По наблюдениям Валентина Мириановича, долгие годы придерживается град избранных им дорог. Его тактика – вторжение узкими, но длинными полосами. Можно допустить, что зарождение его связано с рельефом, местным перегревом почвы, такими же местными ветрами. Зародившись где-то у вершин, зреющее градовое облако, подобно бомбардировщику, пикирует на цели в долинах, где люди, цветы, плантации. И после него на год и на два – ничего!..

Сулаквелидзе внимательно перебрал полевые записи профессора, собранные в летних экспедициях: если усреднить множество цифр, можно, видимо, считать, что наиболее частое, так сказать, стандартное градовое облако имеет что-то порядка пяти километров по ширине и вряд ли больше десяти в длину.

– Не так ли?

– Видимо, близко к этому.

– Но тогда это расходится с господствующими воззрениями: длительный фронтальный процесс больших масштабов. А тут что-то местного происхождения, локализованный процесс, чуть ли не в масштабах одного отдельно взятого облака.

…Потом Сулаквелидзе шагал по спускающемуся под гору переулку, вглядывался в облака, думал. Одно из них почему-то обласкает землю дождем, другое почему-то высыпается градом. Но в науке нет такого вечного, прочного, непоколебимого «почему-то»! Новая цель – как вершина, пока не подступились к ней… Как было с Ушбой! Даже храбрецы сваны в знак клятвы поднимали жесткую ладонь: «Этому так же не бывать, как человеку не бывать на Ушбе». А его учитель в жизни и в альпинизме Алеша Джапаридзе на третьем приступе достиг Ушбы. И вот уже шестая сотня альпинистов восходит теперь на «недоступную»,

А облако?.. Повыше. Понепонятней. Посложней. С ледорубом да с мотком веревки на него не вскарабкаешься. Но неужели правы французы Роже Клосс и Леопольд Фаси, писавшие: «Не следует надеяться, что мы когда-нибудь сможем по своей прихоти создавать над нашими головами какое угодно небо – то ясное, то грозовое, – не считаясь с незыблемыми законами, которым подчиняются облака».

Кто же вы, облака? Само имя ваше говорит: вы то, что облекает планету, ее одежда, с тем, правда, уточнением, что Земля не вольна накинуть на себя сегодня пуховое слоистое, завтра более плотное, кучевое. Она даже не может знать, во что оденут ее через день или неделю. И по сей день где-нибудь у тверских либо керженецких бабок услышишь великолепное в своей певучести: «Тучи оболочили небо», либо: «Облачится нонче».

И еще…

Давно уже сказал в поговорке простой народ: «Облака ходят, дела людские соглядают». Но это же сложили сотни лет назад.
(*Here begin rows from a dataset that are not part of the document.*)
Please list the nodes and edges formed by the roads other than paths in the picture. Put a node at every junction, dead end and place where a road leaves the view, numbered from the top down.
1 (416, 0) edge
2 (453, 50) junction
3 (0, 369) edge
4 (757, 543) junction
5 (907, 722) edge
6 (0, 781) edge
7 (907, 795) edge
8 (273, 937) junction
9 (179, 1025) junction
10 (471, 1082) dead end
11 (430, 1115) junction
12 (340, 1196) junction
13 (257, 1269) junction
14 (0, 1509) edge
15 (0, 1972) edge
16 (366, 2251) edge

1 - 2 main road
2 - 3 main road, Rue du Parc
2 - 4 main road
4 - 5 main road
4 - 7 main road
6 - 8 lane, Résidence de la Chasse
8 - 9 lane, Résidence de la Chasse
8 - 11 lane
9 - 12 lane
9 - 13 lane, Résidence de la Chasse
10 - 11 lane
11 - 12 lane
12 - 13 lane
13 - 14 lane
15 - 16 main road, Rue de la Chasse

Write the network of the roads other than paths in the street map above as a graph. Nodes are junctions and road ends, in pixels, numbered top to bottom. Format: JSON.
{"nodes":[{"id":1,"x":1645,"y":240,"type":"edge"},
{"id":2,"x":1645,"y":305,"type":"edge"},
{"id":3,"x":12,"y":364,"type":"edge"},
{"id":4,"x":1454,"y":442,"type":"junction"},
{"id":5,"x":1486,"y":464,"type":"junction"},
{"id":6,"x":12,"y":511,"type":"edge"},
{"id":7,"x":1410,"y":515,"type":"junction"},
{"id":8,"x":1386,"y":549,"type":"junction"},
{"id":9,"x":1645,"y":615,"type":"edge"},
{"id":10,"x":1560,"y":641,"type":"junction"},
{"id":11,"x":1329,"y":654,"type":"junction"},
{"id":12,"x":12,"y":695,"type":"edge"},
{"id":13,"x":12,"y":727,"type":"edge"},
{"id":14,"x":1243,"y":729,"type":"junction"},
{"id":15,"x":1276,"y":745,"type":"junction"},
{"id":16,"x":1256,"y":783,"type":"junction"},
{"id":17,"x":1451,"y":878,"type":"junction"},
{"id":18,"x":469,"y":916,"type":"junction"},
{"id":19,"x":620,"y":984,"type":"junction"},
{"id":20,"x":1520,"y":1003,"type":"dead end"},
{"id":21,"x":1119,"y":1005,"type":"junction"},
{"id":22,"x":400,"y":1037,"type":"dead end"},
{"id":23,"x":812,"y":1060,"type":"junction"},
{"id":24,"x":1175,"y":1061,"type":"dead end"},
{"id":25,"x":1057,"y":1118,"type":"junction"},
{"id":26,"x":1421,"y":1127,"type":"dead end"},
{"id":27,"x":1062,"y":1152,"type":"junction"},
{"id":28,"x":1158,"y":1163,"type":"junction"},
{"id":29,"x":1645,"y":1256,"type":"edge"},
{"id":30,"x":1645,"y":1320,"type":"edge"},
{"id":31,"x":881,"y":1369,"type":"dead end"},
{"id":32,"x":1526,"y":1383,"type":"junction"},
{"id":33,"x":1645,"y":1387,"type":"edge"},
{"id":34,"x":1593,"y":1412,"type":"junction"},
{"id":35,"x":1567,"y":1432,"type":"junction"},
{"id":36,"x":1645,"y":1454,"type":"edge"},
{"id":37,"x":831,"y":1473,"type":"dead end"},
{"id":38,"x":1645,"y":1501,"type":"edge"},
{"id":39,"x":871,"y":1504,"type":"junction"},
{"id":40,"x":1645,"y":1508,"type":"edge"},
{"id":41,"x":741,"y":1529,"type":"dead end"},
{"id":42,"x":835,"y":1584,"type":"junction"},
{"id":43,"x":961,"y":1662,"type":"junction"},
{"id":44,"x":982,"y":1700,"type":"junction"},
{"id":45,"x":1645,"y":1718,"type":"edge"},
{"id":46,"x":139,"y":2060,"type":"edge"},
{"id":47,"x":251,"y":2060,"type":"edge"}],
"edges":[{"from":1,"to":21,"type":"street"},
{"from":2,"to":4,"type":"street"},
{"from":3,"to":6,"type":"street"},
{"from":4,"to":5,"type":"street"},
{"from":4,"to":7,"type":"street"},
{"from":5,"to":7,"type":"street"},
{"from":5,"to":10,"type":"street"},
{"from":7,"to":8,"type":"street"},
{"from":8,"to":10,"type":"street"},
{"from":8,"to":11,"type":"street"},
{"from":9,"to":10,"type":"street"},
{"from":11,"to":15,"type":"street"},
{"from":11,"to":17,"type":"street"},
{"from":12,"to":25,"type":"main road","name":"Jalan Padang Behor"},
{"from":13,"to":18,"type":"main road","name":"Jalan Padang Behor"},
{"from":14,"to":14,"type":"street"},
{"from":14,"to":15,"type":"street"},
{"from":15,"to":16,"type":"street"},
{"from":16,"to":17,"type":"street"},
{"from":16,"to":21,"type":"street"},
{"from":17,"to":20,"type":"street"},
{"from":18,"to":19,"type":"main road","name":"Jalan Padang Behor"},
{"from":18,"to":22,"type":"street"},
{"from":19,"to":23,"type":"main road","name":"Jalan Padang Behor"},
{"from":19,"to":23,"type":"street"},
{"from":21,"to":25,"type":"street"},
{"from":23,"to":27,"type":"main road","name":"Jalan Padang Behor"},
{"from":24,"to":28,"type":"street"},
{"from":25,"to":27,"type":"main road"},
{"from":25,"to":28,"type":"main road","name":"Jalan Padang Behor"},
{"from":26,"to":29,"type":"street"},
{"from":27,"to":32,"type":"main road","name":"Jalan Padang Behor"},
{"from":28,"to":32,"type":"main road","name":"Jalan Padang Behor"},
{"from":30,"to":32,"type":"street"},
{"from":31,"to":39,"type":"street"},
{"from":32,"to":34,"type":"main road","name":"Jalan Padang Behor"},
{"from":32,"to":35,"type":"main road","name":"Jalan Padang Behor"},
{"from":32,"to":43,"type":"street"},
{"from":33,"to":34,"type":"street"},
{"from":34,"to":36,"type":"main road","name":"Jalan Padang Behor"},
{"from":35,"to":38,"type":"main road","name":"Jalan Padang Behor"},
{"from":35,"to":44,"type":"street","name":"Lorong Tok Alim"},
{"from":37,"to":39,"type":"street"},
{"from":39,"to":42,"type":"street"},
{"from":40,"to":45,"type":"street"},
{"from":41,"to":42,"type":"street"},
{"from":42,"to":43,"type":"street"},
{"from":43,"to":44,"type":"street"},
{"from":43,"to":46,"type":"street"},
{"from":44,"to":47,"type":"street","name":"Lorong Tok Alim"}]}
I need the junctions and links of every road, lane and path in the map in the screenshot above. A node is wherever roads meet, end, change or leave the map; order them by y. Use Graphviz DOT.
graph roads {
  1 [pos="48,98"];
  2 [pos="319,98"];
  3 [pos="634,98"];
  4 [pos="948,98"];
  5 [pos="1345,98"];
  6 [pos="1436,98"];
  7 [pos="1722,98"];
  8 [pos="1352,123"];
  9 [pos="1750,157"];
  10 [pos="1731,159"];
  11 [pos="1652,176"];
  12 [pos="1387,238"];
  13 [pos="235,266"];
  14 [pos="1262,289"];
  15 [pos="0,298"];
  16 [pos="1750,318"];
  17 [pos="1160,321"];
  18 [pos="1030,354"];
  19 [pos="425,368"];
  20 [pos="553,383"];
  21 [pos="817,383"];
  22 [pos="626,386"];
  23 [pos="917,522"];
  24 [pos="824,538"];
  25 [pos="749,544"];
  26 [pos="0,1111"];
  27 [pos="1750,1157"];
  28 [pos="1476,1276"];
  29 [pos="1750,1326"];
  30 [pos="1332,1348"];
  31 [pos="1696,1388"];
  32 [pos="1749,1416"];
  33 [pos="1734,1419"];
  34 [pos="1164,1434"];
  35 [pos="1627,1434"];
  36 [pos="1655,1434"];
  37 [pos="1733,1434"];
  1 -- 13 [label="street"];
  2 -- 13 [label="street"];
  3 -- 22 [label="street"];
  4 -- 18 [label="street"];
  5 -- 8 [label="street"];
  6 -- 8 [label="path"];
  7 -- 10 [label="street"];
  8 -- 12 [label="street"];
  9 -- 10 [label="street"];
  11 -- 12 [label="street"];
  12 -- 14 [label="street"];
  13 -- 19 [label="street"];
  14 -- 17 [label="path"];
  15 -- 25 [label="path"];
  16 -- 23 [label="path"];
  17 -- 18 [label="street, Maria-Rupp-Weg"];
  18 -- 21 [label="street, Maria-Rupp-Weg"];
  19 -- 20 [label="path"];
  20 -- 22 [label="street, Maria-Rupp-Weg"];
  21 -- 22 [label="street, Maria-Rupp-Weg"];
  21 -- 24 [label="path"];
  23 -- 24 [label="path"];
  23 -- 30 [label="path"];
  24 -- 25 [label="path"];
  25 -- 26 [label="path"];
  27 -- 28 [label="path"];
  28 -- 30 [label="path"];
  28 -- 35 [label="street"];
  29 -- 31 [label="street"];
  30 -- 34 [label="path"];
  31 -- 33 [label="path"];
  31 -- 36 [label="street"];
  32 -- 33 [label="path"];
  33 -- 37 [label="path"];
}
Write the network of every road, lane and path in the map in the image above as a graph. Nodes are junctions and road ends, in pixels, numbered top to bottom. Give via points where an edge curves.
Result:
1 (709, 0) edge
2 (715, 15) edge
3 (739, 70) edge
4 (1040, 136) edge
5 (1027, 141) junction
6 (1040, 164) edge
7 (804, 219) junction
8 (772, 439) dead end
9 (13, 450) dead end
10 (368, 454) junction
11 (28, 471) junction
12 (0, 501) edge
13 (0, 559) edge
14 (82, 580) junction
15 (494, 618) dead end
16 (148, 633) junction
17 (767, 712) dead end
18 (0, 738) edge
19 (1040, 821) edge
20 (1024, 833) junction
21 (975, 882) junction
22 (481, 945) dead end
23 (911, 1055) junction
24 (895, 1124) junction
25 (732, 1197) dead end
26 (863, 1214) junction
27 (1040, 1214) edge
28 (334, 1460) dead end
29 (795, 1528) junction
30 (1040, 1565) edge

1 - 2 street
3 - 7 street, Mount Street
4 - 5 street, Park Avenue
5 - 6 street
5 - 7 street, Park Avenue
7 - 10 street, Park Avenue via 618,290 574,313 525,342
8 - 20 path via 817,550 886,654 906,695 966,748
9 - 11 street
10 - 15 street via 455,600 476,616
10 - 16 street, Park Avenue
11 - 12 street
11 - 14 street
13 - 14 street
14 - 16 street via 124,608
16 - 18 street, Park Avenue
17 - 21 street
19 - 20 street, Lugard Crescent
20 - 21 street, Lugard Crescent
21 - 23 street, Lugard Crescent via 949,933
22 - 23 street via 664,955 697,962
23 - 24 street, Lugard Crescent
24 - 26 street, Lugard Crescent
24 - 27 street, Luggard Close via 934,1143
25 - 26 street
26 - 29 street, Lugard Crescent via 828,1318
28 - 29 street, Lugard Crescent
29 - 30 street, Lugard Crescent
И не пора разве самим нам соглядать за тем, что готовит нам небо, и научиться отвращать от себя то, чем оно угрожает человеку.

…Они встречались в эти дни с Гигинеишвили не раз. Приходили к общему мнению: если в борьбе с градом придется воздействовать не на весь огромный фронт, а на одно-другое опасное облако, это уже легче. Сравнительно легче, конечно. Но без современной науки просто не дотянуть рук до облака. Без физики, локатора, химии, реагента, самолета.